A Comissão de Segurança Pública do Senado aprovou um projeto de lei que propõe acabar com o benefício da saída temporária para presos condenados. Atualmente, presos em regime semiaberto podem solicitar cinco saídas por ano para visitar a família ou realizar atividades sociais. O projeto segue para votação em plenário.

O relator do projeto na Comissão de Segurança Pública, senador Flávio Bolsonaro, argumentou que o fim da saída temporária é uma medida necessária para reduzir a criminalidade. No entanto, o advogado Leonardo Pantaleão, especialista em Direito e Processo Penal, discorda dessa posição.

Pantaleão destaca que o instituto da saída temporária é importante para a reintegração do preso na sociedade. Em vez de revogar o benefício, ele defende que se invista em aperfeiçoar os critérios de concessão, através de comissões especializadas e análise psicológica individualizada. Ele ressalta que o problema não é apenas a saída temporária, mas a falta de critérios adequados para determinar quais presos podem usufruir desse benefício.

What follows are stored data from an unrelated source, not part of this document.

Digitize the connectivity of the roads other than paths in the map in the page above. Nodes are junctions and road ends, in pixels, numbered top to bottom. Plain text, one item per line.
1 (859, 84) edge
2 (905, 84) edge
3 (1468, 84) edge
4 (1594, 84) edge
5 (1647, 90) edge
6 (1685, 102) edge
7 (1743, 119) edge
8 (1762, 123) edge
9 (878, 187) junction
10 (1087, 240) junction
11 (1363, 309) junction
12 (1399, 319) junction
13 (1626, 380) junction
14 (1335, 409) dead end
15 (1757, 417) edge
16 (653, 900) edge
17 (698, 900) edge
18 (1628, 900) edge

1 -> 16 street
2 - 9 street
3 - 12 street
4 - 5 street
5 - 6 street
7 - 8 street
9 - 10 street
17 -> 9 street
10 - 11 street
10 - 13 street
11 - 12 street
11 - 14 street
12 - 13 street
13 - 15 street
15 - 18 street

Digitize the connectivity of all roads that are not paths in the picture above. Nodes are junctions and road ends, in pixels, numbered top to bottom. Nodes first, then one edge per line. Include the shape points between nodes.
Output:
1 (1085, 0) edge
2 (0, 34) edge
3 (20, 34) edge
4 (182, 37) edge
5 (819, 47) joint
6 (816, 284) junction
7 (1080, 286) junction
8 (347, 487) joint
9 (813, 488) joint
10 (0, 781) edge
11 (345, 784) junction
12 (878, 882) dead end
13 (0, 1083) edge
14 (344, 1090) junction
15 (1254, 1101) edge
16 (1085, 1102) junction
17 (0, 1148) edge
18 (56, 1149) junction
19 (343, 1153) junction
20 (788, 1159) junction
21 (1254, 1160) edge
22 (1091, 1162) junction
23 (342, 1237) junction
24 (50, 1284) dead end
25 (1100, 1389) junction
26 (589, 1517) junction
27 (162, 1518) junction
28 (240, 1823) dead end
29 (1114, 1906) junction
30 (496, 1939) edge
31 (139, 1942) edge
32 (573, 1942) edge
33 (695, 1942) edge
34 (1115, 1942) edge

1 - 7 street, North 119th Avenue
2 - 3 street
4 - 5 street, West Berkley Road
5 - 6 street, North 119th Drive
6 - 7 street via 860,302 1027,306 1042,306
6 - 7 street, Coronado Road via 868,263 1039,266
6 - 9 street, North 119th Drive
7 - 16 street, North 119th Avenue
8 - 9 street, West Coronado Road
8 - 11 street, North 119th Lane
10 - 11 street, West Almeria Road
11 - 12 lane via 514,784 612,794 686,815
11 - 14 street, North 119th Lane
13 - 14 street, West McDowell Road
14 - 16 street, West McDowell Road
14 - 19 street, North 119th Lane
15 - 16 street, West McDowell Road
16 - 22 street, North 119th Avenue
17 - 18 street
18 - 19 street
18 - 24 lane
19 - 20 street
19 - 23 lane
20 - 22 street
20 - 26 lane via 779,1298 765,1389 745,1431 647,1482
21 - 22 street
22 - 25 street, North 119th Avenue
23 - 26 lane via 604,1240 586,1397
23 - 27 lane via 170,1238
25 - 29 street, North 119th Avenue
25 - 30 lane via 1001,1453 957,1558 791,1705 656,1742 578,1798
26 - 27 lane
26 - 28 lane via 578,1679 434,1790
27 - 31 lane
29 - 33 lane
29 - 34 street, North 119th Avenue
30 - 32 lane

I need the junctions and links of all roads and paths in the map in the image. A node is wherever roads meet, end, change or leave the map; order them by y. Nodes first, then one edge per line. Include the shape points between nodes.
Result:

O advogado ressalta também que os presos em regime semiaberto já possuem o direito de trabalhar fora dos presídios, e que a revogação da saída temporária não resolverá o problema. Portanto, é necessário investir em um processo mais criterioso de avaliação para determinar quem realmente pode se beneficiar das saídas temporárias.

Segundo Pantaleão, abolir o benefício da saída temporária seria uma solução simplista por parte do Estado, enquanto a verdadeira solução envolveria aprimorar os requisitos e a análise dos presos, de modo a melhor avaliar sua periculosidade.